17. The learned Counsel for the respondents submitted that there was no loss in future income, in as much as both the claimants had not suffered in income and they were getting the same salary as they were getting prior to the accident. He further submitted that the Tribunal while awarding compensation under the head pain and suffering, had included physical disability. Loss of leave encashment, according to the learned Counsel, was too remote and there was no evidence that had the book been published by Dr. Sharma, the appellant, the same would have been sold and he would have got royalty.
18. After hearing the learned Counsel for the parties, I am of the view that the compensation awarded to all the appellants is too low and meagre and various considerations, as indicated above, have not been taken into account in their true perspective by the Tribunal. The doctor has assessed 15 per cent disability of Dr. M.L. Sharma, appellant, because of shortening of his leg. The appellant was not able to undertake the research project because of the accident as he is not able to climb the hills. He can never be the same normal man again as he was prior to the accident. The scars that have been left on his body and other factors which have been indicated above which are to be taken into consideration while awarding compensation which have not been taken into consideration by the Tribunal, I am of the view that on all these counts Dr. M.L. Sharma is entitled to enhancement in the compensation. Though the learned Counsel for the appellants submitted that under all the heads the compensation should be at least Rs. 3,00,000/-, I am of the view that under all the heads, a sum of Rs. 2,25,000/- would be adequate and just compensation.

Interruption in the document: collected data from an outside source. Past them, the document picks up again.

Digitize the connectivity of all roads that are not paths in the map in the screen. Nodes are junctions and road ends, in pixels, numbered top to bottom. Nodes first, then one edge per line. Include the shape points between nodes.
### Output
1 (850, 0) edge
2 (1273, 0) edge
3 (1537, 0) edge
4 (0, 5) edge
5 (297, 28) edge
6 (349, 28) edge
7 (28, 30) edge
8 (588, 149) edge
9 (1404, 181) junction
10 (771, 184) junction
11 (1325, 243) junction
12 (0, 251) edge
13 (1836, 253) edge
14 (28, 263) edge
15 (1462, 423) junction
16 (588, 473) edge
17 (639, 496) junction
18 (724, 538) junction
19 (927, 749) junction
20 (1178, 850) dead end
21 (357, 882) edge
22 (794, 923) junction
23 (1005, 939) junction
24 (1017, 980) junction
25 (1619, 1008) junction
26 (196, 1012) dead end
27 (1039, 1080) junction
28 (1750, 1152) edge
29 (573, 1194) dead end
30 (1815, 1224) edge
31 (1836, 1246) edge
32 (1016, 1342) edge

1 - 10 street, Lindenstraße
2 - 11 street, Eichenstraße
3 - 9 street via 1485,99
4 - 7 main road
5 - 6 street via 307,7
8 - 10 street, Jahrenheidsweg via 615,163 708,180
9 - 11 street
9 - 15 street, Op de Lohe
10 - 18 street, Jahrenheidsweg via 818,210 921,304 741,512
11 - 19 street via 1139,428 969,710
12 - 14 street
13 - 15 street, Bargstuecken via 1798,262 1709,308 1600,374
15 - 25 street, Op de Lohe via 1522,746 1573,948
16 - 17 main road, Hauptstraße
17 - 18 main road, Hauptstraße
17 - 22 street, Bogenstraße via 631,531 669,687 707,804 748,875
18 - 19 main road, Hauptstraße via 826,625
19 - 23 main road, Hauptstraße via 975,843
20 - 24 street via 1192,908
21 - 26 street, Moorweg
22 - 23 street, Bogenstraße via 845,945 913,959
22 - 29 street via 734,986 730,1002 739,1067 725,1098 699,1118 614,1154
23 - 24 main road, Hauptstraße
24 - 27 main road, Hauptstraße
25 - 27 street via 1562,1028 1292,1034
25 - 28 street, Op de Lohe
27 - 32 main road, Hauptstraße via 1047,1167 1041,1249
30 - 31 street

19. In case of Sudha Sharma, the learned Counsel for the appellants submitted that Rs. 2,00,000/- would be the minimum compensation that should have been awarded to the appellant by the Tribunal. She has suffered a lot, there is disfigurement, a permament scar on her head where she lost her hair which cannot grow and on the basis of other factors given in the paras above, including the loss suffered on the value of the car due to accident, compensation of Rs. 1,50,000/-, according to me, would be the just and appropriate compensation.
20. So far as Puja Sharma is concerned, she is a young girl, having suffered trauma of accident, losing her sister, a permanent scar which is likely to grow bigger with her age, the diminishing of prospects of her marriage and the change in her personality and host of other considerations indicated above would entitle her to compensation of Rs. 1,00,000/- though, according to the learned Counsel for the appellants, she was entitled to a minimum compensation of Rs. 1,50,000/-.
21. For the reasons recorded above, the appeals are allowed and the compensation of Dr. M.L. Sharma in F.A.O. No. 377 of 1989 is enhanced to Rs. 2,25,000/-, of Sudha Sharma in F.A.O. No. 379 of 1989 the compensation is enhanced to Rs. 1,50,000/- and that of Puja Sharma in F.A.O. No. 378 of 1989 to Rs. 1,00,000/-. All the appellants would be entitled to interest at the rate of 12 per cent per annum on the amount of compensation from the date of the claim application to the date of payment (minus the amount already paid by the respondent). The appellants would be entitled to costs which are quantified as Rs. 1,000/- in each case.